Top of Data section

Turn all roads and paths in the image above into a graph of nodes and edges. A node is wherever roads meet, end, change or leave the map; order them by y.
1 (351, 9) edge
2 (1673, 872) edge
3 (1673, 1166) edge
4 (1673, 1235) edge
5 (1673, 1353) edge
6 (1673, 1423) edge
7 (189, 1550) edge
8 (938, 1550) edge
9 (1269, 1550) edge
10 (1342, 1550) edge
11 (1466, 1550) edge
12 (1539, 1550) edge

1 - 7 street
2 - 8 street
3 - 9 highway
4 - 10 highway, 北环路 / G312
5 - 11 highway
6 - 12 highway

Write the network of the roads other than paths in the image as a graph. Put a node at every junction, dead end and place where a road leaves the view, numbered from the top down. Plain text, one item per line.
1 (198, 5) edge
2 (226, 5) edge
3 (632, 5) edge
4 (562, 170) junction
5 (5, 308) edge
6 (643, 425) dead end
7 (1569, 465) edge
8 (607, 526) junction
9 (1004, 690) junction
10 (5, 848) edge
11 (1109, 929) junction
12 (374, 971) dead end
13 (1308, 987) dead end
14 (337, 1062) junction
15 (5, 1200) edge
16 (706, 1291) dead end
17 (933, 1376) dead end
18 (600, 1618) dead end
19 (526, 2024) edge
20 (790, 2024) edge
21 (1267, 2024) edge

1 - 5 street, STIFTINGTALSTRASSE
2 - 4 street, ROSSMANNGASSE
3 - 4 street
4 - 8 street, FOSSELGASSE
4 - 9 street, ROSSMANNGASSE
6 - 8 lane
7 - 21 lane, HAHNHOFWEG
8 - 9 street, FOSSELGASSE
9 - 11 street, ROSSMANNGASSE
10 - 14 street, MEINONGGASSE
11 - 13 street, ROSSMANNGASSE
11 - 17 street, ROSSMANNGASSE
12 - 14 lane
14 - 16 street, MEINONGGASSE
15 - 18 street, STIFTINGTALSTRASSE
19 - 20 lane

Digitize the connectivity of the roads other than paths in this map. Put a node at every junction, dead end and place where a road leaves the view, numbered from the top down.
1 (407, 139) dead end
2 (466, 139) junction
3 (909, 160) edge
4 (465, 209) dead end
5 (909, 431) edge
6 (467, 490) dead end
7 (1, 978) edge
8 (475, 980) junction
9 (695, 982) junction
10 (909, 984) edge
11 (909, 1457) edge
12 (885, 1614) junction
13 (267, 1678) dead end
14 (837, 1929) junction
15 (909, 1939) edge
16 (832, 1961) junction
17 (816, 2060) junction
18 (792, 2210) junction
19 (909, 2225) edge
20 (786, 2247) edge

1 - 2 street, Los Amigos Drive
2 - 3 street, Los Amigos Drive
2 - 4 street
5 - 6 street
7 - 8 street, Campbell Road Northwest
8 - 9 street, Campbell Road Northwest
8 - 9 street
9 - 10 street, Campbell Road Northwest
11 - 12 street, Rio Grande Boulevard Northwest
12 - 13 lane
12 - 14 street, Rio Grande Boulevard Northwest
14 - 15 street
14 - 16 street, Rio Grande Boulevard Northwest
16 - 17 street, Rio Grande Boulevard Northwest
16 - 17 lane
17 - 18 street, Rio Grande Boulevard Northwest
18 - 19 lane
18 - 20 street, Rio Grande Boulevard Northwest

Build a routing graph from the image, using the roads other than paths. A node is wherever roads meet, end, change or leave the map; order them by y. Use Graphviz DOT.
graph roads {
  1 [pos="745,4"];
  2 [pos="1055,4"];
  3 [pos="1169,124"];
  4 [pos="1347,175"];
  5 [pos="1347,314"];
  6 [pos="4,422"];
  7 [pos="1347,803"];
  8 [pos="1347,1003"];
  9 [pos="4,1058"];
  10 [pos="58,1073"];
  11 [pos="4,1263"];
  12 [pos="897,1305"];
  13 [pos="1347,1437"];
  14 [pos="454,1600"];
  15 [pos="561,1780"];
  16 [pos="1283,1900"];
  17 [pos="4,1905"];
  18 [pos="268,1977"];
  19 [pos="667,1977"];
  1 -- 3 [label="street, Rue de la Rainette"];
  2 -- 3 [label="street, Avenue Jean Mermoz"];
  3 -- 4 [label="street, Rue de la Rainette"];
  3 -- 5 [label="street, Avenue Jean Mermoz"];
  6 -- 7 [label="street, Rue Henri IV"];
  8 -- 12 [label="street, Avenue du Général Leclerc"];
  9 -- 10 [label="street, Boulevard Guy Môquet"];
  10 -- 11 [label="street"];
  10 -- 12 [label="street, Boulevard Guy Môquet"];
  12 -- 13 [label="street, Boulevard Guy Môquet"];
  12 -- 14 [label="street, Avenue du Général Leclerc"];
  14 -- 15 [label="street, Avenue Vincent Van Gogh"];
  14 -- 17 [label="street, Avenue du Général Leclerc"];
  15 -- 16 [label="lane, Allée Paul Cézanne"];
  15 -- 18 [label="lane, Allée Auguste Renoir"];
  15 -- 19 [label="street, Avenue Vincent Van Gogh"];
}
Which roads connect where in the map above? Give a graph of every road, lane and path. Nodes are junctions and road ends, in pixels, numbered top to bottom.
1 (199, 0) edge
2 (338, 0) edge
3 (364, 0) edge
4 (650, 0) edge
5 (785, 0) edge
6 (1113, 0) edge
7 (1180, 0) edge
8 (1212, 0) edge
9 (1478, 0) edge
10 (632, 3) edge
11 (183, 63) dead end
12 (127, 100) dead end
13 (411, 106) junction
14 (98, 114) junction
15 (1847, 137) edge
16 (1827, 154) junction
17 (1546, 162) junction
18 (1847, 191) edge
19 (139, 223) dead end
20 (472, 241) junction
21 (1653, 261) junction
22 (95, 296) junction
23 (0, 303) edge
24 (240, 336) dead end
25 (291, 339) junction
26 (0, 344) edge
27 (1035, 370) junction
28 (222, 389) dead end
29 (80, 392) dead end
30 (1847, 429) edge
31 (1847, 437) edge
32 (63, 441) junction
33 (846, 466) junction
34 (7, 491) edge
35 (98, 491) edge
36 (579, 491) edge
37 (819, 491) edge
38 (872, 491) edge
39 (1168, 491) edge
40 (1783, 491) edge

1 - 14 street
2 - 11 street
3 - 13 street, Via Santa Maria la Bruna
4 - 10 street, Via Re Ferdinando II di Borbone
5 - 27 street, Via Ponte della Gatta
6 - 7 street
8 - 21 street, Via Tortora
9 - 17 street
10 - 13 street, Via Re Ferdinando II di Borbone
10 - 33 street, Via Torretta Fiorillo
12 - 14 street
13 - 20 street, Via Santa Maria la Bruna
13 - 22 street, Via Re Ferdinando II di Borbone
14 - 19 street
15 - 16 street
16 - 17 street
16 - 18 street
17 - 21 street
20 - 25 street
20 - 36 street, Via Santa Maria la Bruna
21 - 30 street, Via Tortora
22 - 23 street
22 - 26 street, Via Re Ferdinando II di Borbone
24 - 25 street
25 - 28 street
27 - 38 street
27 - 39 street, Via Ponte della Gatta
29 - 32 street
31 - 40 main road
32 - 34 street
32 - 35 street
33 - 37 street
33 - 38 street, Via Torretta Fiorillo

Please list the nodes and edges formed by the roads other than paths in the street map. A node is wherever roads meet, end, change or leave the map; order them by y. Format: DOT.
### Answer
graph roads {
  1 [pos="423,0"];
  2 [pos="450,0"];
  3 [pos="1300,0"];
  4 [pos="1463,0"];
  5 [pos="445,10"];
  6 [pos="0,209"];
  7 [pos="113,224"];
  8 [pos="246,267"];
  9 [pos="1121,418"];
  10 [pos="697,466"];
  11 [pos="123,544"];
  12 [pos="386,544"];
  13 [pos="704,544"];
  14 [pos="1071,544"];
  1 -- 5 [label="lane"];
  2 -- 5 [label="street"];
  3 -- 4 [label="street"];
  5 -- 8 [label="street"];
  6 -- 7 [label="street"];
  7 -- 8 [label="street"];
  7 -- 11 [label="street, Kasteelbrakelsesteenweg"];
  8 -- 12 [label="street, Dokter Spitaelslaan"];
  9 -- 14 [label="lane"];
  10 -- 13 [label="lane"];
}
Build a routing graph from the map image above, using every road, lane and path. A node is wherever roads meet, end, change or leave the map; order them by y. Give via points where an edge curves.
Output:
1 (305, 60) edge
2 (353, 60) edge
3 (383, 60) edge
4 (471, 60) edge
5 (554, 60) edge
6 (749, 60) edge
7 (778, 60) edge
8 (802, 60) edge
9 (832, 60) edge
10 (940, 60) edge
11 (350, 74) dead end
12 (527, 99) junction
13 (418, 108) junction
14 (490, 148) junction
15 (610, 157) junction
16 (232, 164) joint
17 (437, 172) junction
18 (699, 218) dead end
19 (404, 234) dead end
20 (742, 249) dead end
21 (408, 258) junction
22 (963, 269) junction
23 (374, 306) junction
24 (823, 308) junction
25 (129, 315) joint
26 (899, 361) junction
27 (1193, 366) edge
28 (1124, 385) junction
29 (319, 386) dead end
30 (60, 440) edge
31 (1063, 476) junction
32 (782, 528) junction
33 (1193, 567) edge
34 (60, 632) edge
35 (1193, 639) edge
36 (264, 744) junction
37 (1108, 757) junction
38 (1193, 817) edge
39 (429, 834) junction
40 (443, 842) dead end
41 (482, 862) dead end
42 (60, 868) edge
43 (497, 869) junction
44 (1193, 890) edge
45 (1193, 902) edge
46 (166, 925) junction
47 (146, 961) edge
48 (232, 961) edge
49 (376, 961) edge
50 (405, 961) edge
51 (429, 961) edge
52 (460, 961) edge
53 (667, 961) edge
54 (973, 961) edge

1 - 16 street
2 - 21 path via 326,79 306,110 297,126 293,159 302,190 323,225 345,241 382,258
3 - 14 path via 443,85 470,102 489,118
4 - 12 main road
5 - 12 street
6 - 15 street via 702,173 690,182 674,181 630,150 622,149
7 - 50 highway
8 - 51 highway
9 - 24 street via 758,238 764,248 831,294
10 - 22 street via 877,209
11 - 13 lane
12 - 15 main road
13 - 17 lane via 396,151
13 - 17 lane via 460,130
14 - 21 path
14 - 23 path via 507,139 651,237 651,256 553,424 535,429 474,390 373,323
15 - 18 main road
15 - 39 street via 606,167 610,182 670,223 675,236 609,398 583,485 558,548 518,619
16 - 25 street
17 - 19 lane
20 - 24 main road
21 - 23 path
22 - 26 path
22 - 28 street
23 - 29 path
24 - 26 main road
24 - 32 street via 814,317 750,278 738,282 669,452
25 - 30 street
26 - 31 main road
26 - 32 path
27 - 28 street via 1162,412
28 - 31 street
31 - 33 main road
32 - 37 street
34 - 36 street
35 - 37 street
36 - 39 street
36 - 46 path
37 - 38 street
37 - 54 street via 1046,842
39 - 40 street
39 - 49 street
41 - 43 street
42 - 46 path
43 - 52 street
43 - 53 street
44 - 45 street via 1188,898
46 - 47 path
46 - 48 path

Bottom of Data section

**What to do**
The answer must be every line of the data that holds the word "Build".

**Answer**
Build a routing graph from the image, using the roads other than paths. A node is wherever roads meet, end, change or leave the map; order them by y. Use Graphviz DOT.
Build a routing graph from the map image above, using every road, lane and path. A node is wherever roads meet, end, change or leave the map; order them by y. Give via points where an edge curves.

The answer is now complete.